Janelle Maiocco

Hi.

Welcome to my blog. I live in the Wallingford neighborhood of Seattle on an Urban Farm (w/ five laying hens and a huge garden). I am a trained chef (w/ a certificate in food preservation), taught at a cooking school & like to share 'kitchen hacks' - culinary tips that save time, money & maximize flavor. If that isn't enough, I also run a food+tech startup called Barn2Door.com - a platform to help everyone easily find & buy food directly from farmers, fishers & ranchers (from CSA's to urban farm eggs to 1/2 a grass-fed cow).

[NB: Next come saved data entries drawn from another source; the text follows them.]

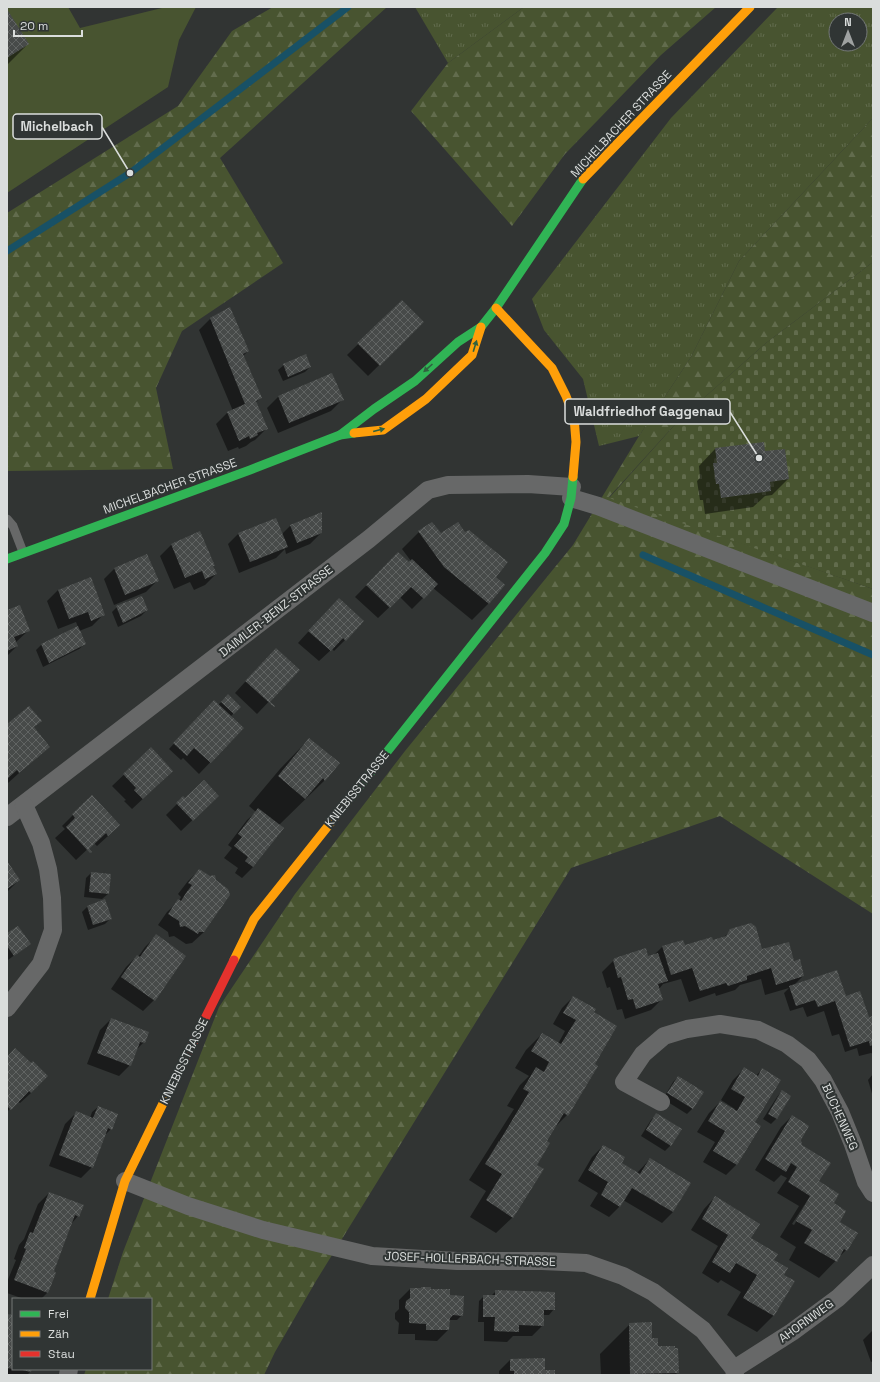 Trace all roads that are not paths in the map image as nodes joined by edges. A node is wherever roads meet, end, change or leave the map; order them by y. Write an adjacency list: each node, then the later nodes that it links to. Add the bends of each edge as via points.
1 (750, 7): 2 (main road, MICHELBACHER STRASSE, via 584,178)
2 (496, 308): 3 (main road, MICHELBACHER STRASSE); 5 (main road, KNIEBISSTRASSE, via 552,368 566,396 574,417 576,442)
3 (481, 327): 4 (main road, MICHELBACHER STRASSE, one-way to 4, via 458,342 415,380); 4 (main road, MICHELBACHER STRASSE, one-way to 3, via 383,430 426,399 472,355)
4 (340, 435): 7 (main road, MICHELBACHER STRASSE, via 243,473)
5 (571, 492): 9 (street, DAIMLER-BENZ-STRASSE, via 598,506); 10 (street, DAIMLER-BENZ-STRASSE, via 528,484 448,485 428,490 363,544); 14 (main road, KNIEBISSTRASSE, via 564,524 545,553 254,919)
6 (7, 519): 7 (lane, via 14,526)
7 (23, 552): 8 (main road, MICHELBACHER STRASSE)
8 (7, 559)
9 (873, 613)
10 (24, 805): 11 (street, DAIMLER-BENZ-STRASSE); 12 (street, via 41,843 48,869 53,930 41,964)
11 (7, 817)
12 (7, 1008)
13 (660, 1102): 15 (street, BUCHENWEG, via 624,1082 643,1054 664,1036 687,1029 720,1024 758,1030 787,1044 808,1060 823,1080 840,1112 866,1182)
14 (125, 1181): 17 (main road, KNIEBISSTRASSE); 18 (street, JOSEF-HOLLERBACH-STRASSE, via 188,1206 263,1230 372,1256 457,1261 586,1263 623,1276 654,1292 703,1330)
15 (873, 1193)
16 (873, 1265): 18 (street, AHORNWEG, via 838,1298)
17 (90, 1298)
18 (734, 1372)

preserving: yellow tomato jam... because I can!

preserving: yellow tomato jam... because I can!

yellow tomato jam
yellow tomato jam

Ha all puns aside. Though Seattle's summer has felt a bit wintry, my Sungolds have remained a cheerful beam in my garden. Hoards of tiny orange globes dangle in my tomato jungle, and I just picked a 'bushel-full'. I am admittedly giddy (since they cost $4 a pint at neighborhood farmer markets); these homegrown little gems---all jammed up---will be a welcome addition to my pantry shelves.

Because I am in the midst of home renovations, building our urban farm (right now: our entire plot is dirt), writing book proposals and  upgrading my blog---I have had even less time to read some of my favorite food blogs. But I seem to find time to steal peeks at Food In Jars, to see what is new and inspired for my next batch of preserves. It is where I found the recipe for a recent favorite: peach plum compote. And when Marisa's post on Yellow Tomato and Basil Jam popped into my inbox I let out a guffaw: how does she read my mind? Certainly I am not the only one with a bumper crop of Sungolds. However: how many have 'tomato jam recipe' scribbled across the top of their list of things to find/do?

And so I did: find it and do it. And boy was it worth it.

Now I am letting the next batch of Sungolds ripen, so I can add to my growing pile of tomato-jam-jars. I adopted the recipe just a smidgen, opting to leave out the basil and zest. Why? I wanted to taste the tomatoes straight up and figure I can add basil/zest into the next batch, if necessary (having made the jam, I won't likely add in the basil/zest next time. I loved it 'straight up' like a good martini). Plus: I might not always want the basil slant when adding to a dish (and if I do? Just add in fresh basil at the time). Tomato jam is great for: burgers, sandwiches, with cheese and crackers for a fancy appetizer and/or as a dip for roasted or fried potatoes. Yep: ketchup replacement therapy!

yellow tomato jam
yellow tomato jam

Yellow Tomato Jam makes 3.5 pints or 7 half pints

4 pounds Sungold or other yellow tomatoes 3 cups granulated sugar 1/2 cup lemon juice

Cut Sungold tomatoes in half (if using other, large yellow tomatoes: rough chop). Combine tomatoes and sugar in non-reactive pot and stir. Let sit for at least one hour, or until the tomatoes release their juice. Prepare canning pot and jars and place on high heat; add lemon juice and bring to a boil. Boil 35-40 minutes, stirring frequently, until the tomatoes have softened and syrup is thick.

Pour jam into prepared jars. Wipe rims, apply lids and rings. Process jars in a boiling water bath canner for 10 minutes.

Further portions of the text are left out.